A Sydney pet sitter has revealed the tips and tricks to help your dog and cat in a heatwave, as much of Australia swelters through 40 plus degrees Celsius (Anna Tarrant pictured)
Anna (pictured) said you could half fill a bowl of their water and put it in your freezer, before adding fresh water over it during the day
1. Bring them inside
The first – and most obvious – thing Anna said all dog and cat owners should be doing is bringing their pet inside – which she said is ‘the most effective way of sucking heat out of their body’.
‘A fan and air conditioning will majorly help with circulating cool air through their coat,’ she said.
2. Embrace your freezer
The second thing you could do is freeze a half full bowl of their water in your freezer and then add fresh water over it during the day.
‘This, for them, is like an ice-cold water for us,’ Anna said.
‘It will hugely help with regulating their overall body temperature.’
In the same vein, the pet sitter said you could get an old towel and pop it in the fridge or freezer for an hour before laying it down on their bed.
‘They’ll be so delighted if you do this for them,’ Anna explained.
Anna revealed the signs of dehydration or heatstroke in dogs (pictured), including panting and a bright red tongue
What are the signs of dehydration or heatstroke in your dog?
* Sunken eyes
* Dry mouth
* Gently pinch a small fold of skin at the top of the neck. Is it slow to snap back? Your pet could be dehydrated.
* Agitation, which increases
* Bright red tongue and pale, dry gums
* Increased heart rate
* Vomiting or diahorrea
Source: Anna Tarrant
3. Be careful when out on walks
While dogs require a daily walk, Anna said it pays to choose when and where you walk carefully.
‘If you can, try to avoid walking on hot sand, concrete, asphalt areas or any other areas where heat is reflected and there is no access to shade,’ Anna said.

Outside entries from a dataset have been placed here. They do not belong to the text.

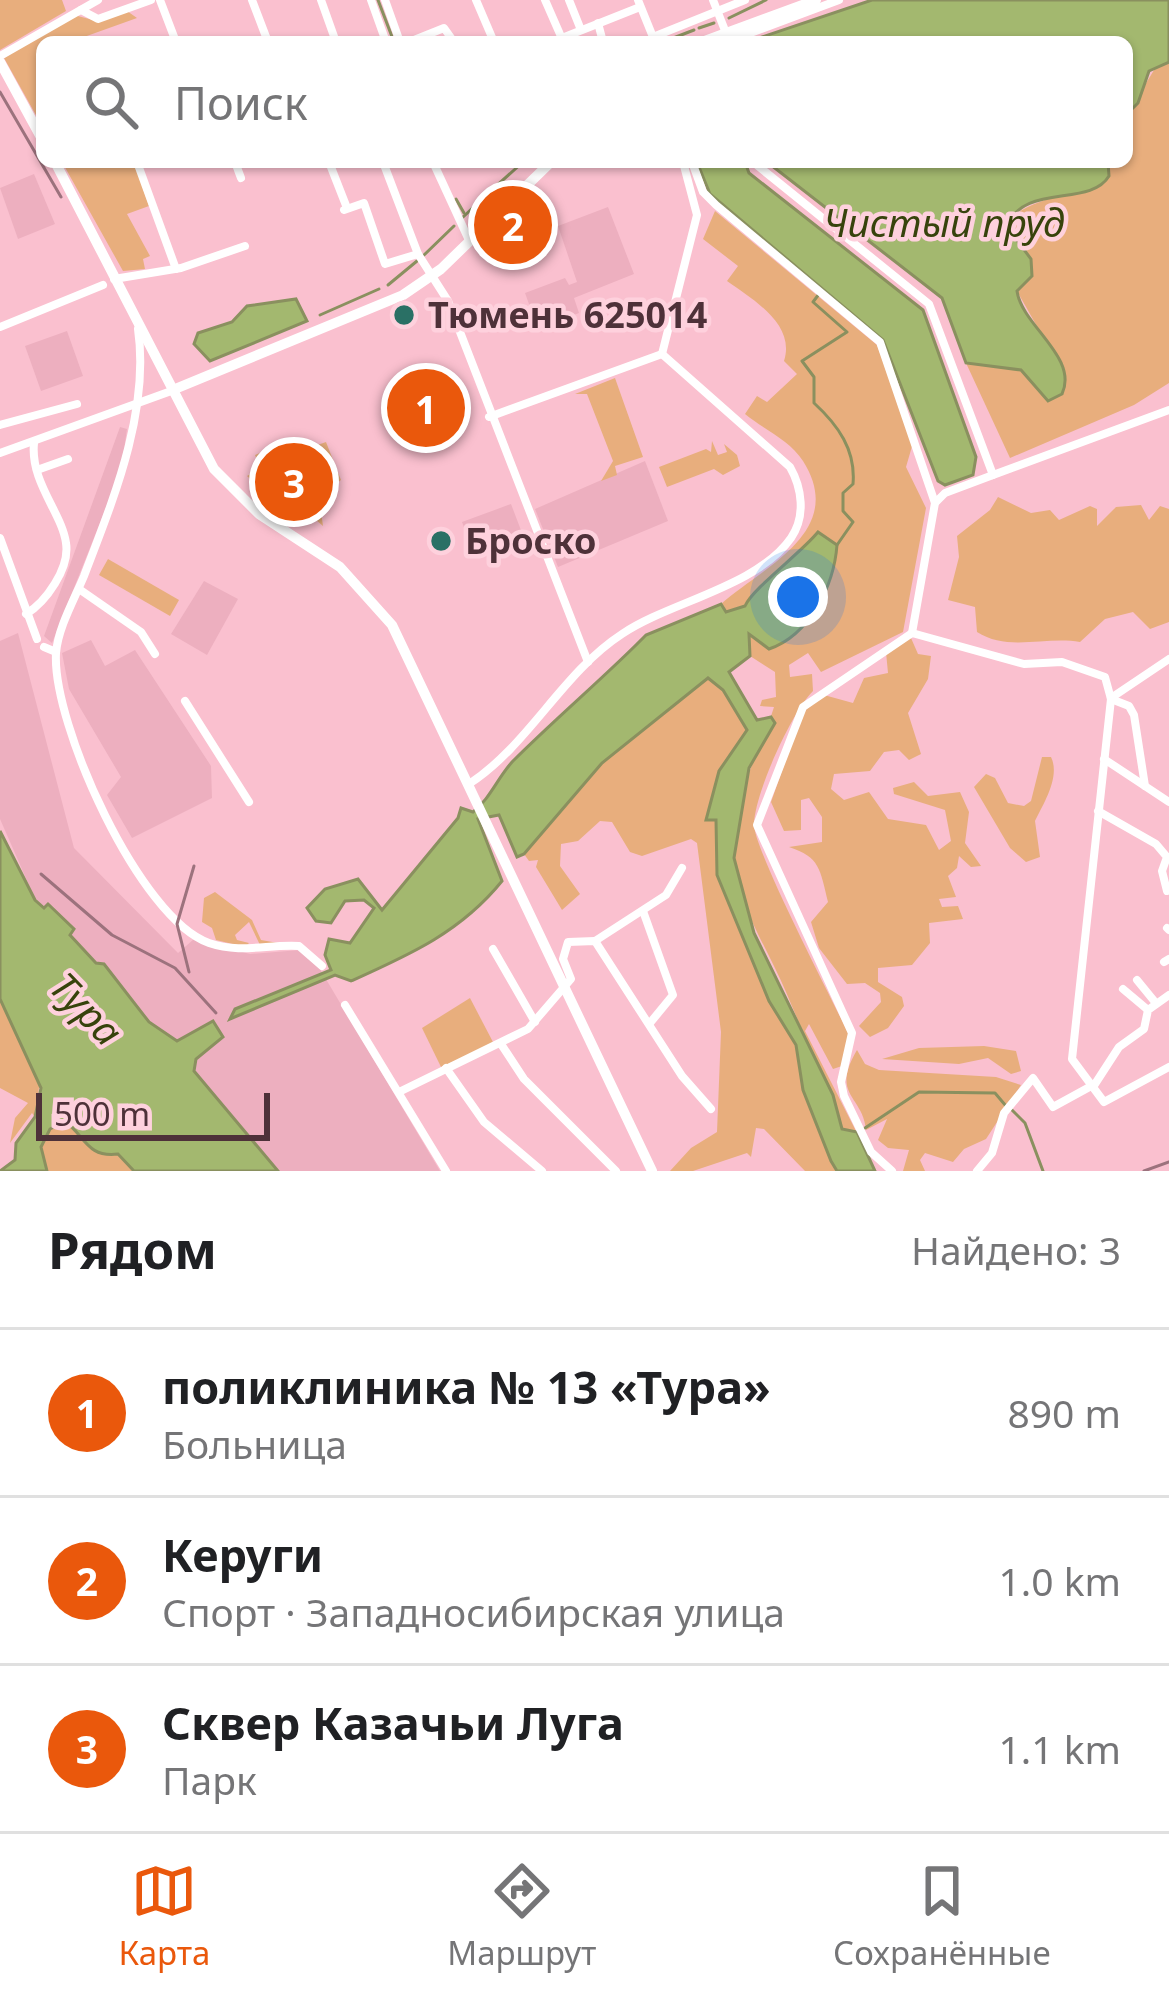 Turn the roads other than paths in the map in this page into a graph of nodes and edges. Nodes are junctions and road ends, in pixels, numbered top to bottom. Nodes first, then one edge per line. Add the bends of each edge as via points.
1 (140, 0) edge
2 (156, 0) edge
3 (252, 0) edge
4 (321, 0) edge
5 (371, 0) edge
6 (385, 0) edge
7 (476, 0) edge
8 (545, 0) edge
9 (569, 0) edge
10 (746, 0) edge
11 (839, 0) edge
12 (639, 3) edge
13 (89, 4) edge
14 (808, 4) edge
15 (715, 5) edge
16 (130, 8) junction
17 (598, 23) junction
18 (580, 29) junction
19 (37, 36) edge
20 (173, 36) edge
21 (266, 36) edge
22 (334, 36) edge
23 (384, 36) edge
24 (401, 36) edge
25 (421, 36) edge
26 (450, 36) edge
27 (491, 36) edge
28 (561, 36) edge
29 (569, 36) edge
30 (601, 36) edge
31 (652, 36) edge
32 (661, 36) edge
33 (725, 36) edge
34 (731, 36) edge
35 (36, 37) edge
36 (0, 59) edge
37 (0, 74) edge
38 (36, 128) edge
39 (36, 140) edge
40 (55, 168) edge
41 (139, 168) edge
42 (237, 168) edge
43 (331, 168) edge
44 (385, 168) edge
45 (436, 168) edge
46 (541, 168) edge
47 (541, 168) edge
48 (689, 168) edge
49 (691, 168) edge
50 (760, 168) edge
51 (241, 178) dead end
52 (468, 238) junction
53 (245, 246) dead end
54 (418, 254) junction
55 (176, 269) junction
56 (432, 275) junction
57 (111, 281) junction
58 (136, 322) junction
59 (0, 327) edge
60 (662, 354) junction
61 (161, 362) junction
62 (175, 389) junction
63 (77, 404) dead end
64 (134, 406) junction
65 (1169, 410) edge
66 (490, 417) junction
67 (0, 425) edge
68 (34, 443) junction
69 (0, 453) edge
70 (68, 459) dead end
71 (37, 470) junction
72 (993, 475) junction
73 (935, 503) junction
74 (0, 538) edge
75 (79, 589) junction
76 (26, 614) junction
77 (912, 633) junction
78 (56, 652) junction
79 (155, 654) dead end
80 (1169, 659) edge
81 (587, 664) junction
82 (1111, 699) junction
83 (185, 701) dead end
84 (1104, 759) junction
85 (469, 784) junction
86 (1145, 786) junction
87 (249, 802) dead end
88 (1169, 802) edge
89 (1098, 811) junction
90 (1168, 858) edge
91 (682, 868) dead end
92 (1167, 891) edge
93 (643, 911) junction
94 (595, 941) junction
95 (493, 949) dead end
96 (322, 966) dead end
97 (1137, 980) dead end
98 (564, 986) junction
99 (1123, 989) dead end
100 (1169, 995) edge
101 (345, 1005) dead end
102 (1151, 1006) junction
103 (535, 1022) junction
104 (650, 1023) junction
105 (501, 1043) junction
106 (1169, 1066) edge
107 (446, 1068) junction
108 (1091, 1087) junction
109 (399, 1092) junction
110 (711, 1108) dead end
111 (446, 1171) edge
112 (542, 1171) edge
113 (616, 1171) edge
114 (652, 1171) edge
115 (892, 1171) edge
116 (977, 1171) edge

1 - 16 street
2 - 16 street
2 - 20 street
3 - 21 street
4 - 22 street
5 - 23 street
6 - 24 street
7 - 27 street
8 - 28 street
9 - 18 street
10 - 15 street
11 - 14 street
12 - 17 street
12 - 31 street
13 - 16 street via 94,19
13 - 19 street
14 - 34 main road
15 - 32 street
15 - 33 street
17 - 18 street
17 - 30 street
18 - 29 street
25 - 26 street via 444,28
35 - 36 street
36 - 38 main road
37 - 39 main road
40 - 57 main road
41 - 55 street
42 - 51 street
43 - 54 street via 345,209 364,203 385,264
44 - 54 street
45 - 52 street
46 - 52 main road
47 - 56 main road
48 - 60 street via 697,215
49 - 73 street via 716,206 880,342
50 - 72 street via 929,304
52 - 56 main road
53 - 55 street
54 - 56 street
55 - 57 street
56 - 62 main road via 367,313
56 - 66 street
57 - 58 main road
57 - 59 street
57 - 61 main road
58 - 61 main road
58 - 64 street
60 - 66 street
60 - 81 street via 790,467 799,521 775,553 696,601 627,630
61 - 62 main road
62 - 64 street
62 - 85 main road via 206,456 238,497 340,567 381,609
63 - 67 street
64 - 68 street
64 - 75 street via 117,491
65 - 72 street
66 - 81 street
68 - 69 street
68 - 71 street
70 - 71 street
71 - 76 street via 67,544 50,598
72 - 73 street
73 - 77 street
74 - 76 street
75 - 78 street
75 - 79 street via 141,632
76 - 78 street via 41,643
77 - 82 street via 1024,664 1085,668 1105,677
77 - 115 street via 802,707 757,825 852,1033 843,1091 871,1152
78 - 96 street via 63,710 91,780 170,915 208,943 249,951 299,946
80 - 82 street
81 - 85 street
82 - 84 street
82 - 86 street via 1134,715
83 - 87 street
84 - 86 street
84 - 89 street
85 - 98 main road
86 - 88 street
89 - 90 street
89 - 108 street via 1072,1059
90 - 92 street
91 - 93 street via 666,895
93 - 94 street
93 - 104 street via 673,995
94 - 98 street via 568,942 563,959 571,977
94 - 104 street
95 - 103 street
97 - 102 street
98 - 103 street
98 - 114 main road
99 - 102 street
100 - 102 street
101 - 109 street
102 - 108 street via 1144,1029 1119,1047
103 - 105 street
104 - 110 street
105 - 107 street
105 - 113 street via 524,1079
106 - 108 street via 1109,1101
107 - 109 street
107 - 112 street via 484,1123
108 - 116 street via 1053,1107 1033,1078 1004,1113 992,1153
109 - 111 street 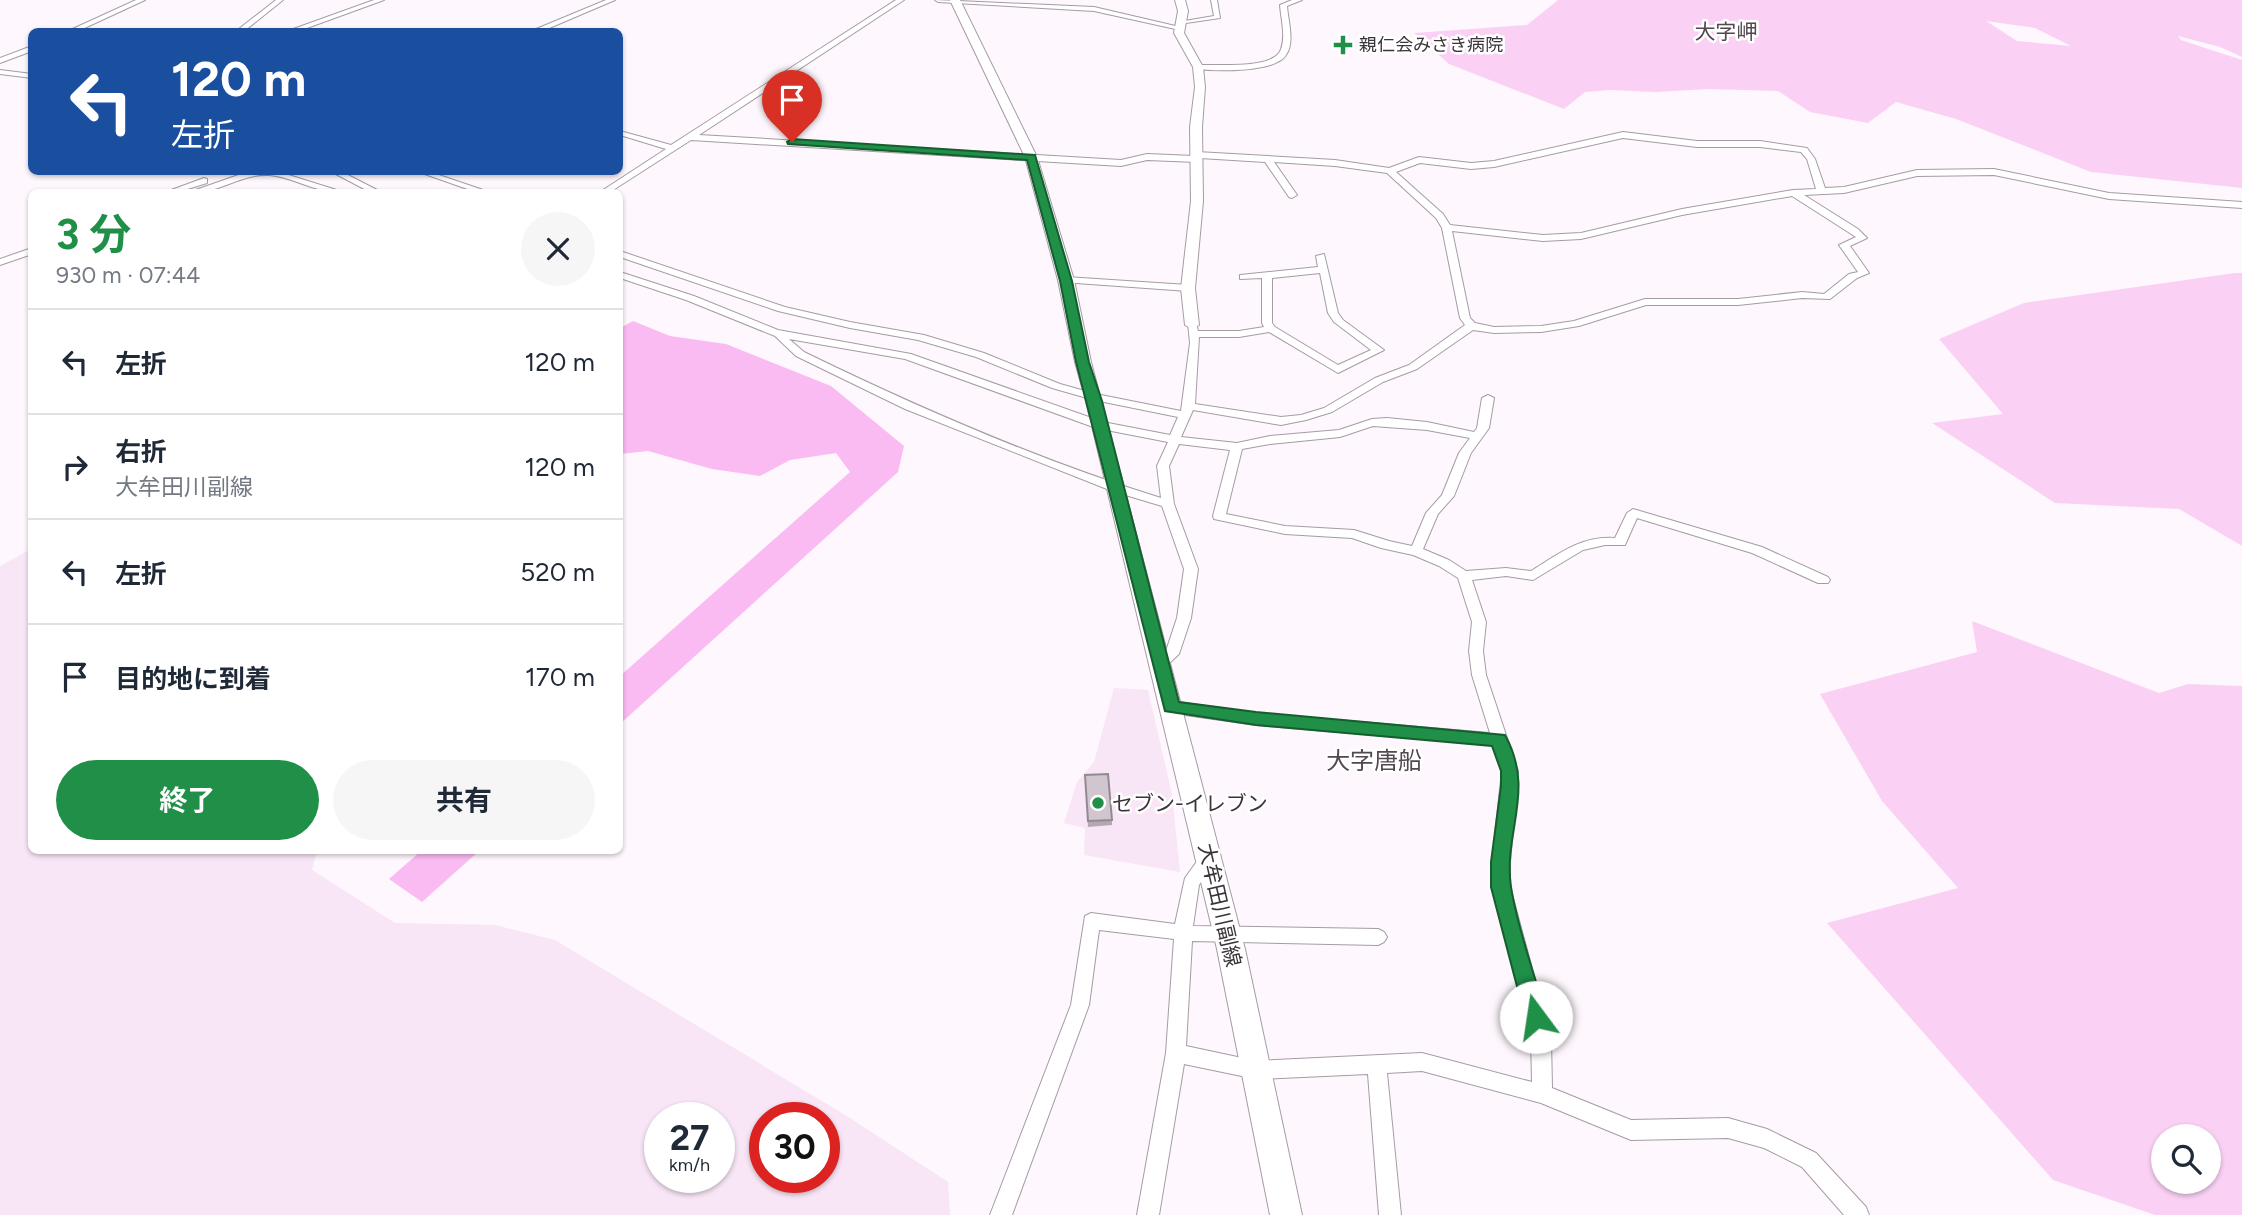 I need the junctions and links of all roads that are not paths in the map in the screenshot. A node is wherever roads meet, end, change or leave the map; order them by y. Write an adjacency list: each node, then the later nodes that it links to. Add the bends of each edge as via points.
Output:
1 (142, 0): 12 (street)
2 (280, 0): 13 (street)
3 (381, 0): 14 (street)
4 (612, 0): 15 (street)
5 (901, 0): 22 (street)
6 (938, 0): 10 (street)
7 (1180, 0): 11 (street)
8 (1214, 0): 11 (street, via 1218,17)
9 (1299, 0): 18 (street, via 1283,5 1284,54 1275,62)
10 (955, 1): 11 (street, via 1094,9); 24 (main road, 大牟田川副線)
11 (1180, 26): 18 (street, via 1182,41)
12 (78, 28)
13 (243, 28)
14 (300, 28)
15 (542, 28)
16 (28, 50): 17 (street)
17 (4, 59)
18 (1198, 66): 25 (street)
19 (0, 72): 20 (street)
20 (28, 76)
21 (623, 133): 23 (street)
22 (690, 137): 23 (street); 24 (street)
23 (672, 148): 38 (street)
24 (1031, 157): 25 (street, via 1121,163 1147,157); 54 (main road, 大牟田川副線)
25 (1197, 157): 26 (street); 55 (street)
26 (1268, 159): 27 (street); 41 (street)
27 (1390, 171): 39 (street, via 1419,160 1494,164 1623,135 1804,150); 43 (street, via 1440,216)
28 (223, 175): 33 (street)
29 (245, 175): 34 (street)
30 (281, 175): 35 (street)
31 (342, 175): 36 (street)
32 (432, 175): 37 (street)
33 (180, 189)
34 (204, 189)
35 (328, 189)
36 (370, 189)
37 (475, 189)
38 (610, 189)
39 (1822, 192): 40 (street); 42 (street, via 1917,173 1994,172 2109,196)
40 (1793, 193): 43 (street, via 1560,239); 56 (street, via 1862,238 1844,245 1864,273 1826,297 1645,302 1575,324 1541,329)
41 (1293, 195)
42 (2242, 205)
43 (1447, 229): 56 (street, via 1458,293)
44 (28, 242): 45 (street)
45 (0, 252)
46 (28, 252): 49 (street)
47 (623, 255): 62 (street, via 782,309 920,337)
48 (1321, 256): 50 (street)
49 (0, 262)
50 (1324, 270): 52 (street); 58 (street, via 1339,322 1379,349 1338,370)
51 (623, 276): 59 (street)
52 (1267, 276): 53 (street); 58 (street, via 1266,323)
53 (1244, 277)
54 (1066, 281): 55 (street); 62 (main road, 大牟田川副線)
55 (1188, 288): 57 (street)
56 (1471, 326): 61 (street, via 1413,367 1379,380 1328,410 1302,418 1281,421)
57 (1193, 329): 58 (street, via 1239,334); 61 (street, via 1194,363)
58 (1271, 329)
59 (775, 333): 62 (street, via 907,356); 66 (street, via 800,354 909,407)
60 (1489, 397): 63 (street, via 1483,428)
61 (1187, 410): 62 (street); 64 (street)
62 (1097, 411): 64 (street); 66 (main road, 大牟田川副線)
63 (1476, 436): 65 (street, via 1387,422); 68 (street)
64 (1175, 438): 65 (street); 67 (street, via 1164,466)
65 (1237, 447): 68 (street, via 1219,516 1285,530 1354,534)
66 (1116, 488): 67 (street); 71 (main road, 大牟田川副線)
67 (1168, 504): 71 (street, via 1191,569 1184,618 1172,654)
68 (1416, 551): 69 (street)
69 (1464, 576): 70 (street, via 1506,572 1533,576 1579,547 1620,542 1633,513 1757,551); 73 (street, via 1479,622 1479,675)
70 (1823, 580)
71 (1159, 664): 72 (main road, 大牟田川副線)
72 (1171, 707): 73 (street); 74 (main road, 大牟田川副線)
73 (1499, 740): 81 (street, via 1511,786 1501,887 1541,1039)
74 (1209, 858): 75 (street, via 1191,883); 76 (main road, 大牟田川副線)
75 (1183, 933): 76 (street); 78 (street); 82 (street, via 1091,920 1080,1005)
76 (1228, 934): 77 (street); 80 (main road, 大牟田川副線)
77 (1378, 936)
78 (1176, 1053): 80 (street); 83 (street)
79 (1377, 1066): 80 (street); 81 (street, via 1422,1062); 85 (street)
80 (1256, 1070): 84 (main road, 大牟田川副線)
81 (1542, 1094): 86 (street, via 1631,1130 1728,1128 1767,1139 1808,1160)
82 (1001, 1215)
83 (1148, 1215)
84 (1286, 1215)
85 (1390, 1215)
86 (1858, 1215)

You could also try walking your dog early in the morning or after the sun has set to avoid them overheating.
You can also freeze dog treats in ice cube trays and give them to them or wet the dogs’ paws to cool them down
4. Make their dog treats iced
Anna’s fourth tip also requires your freezer.
She said she loves freezing dog treats in ice cube trays or buying salt-reduced beef or chicken stock, which she then freezes for a cool treat.
5. Wet their feet
If your dog or cat seems uncomfortable and just too hot, there is one thing you can do.
‘Try wetting their feet and misting water onto their face,’ Anna said.
‘This is a good option for dogs, cats and many animals as many of them control their temperature through their feet.’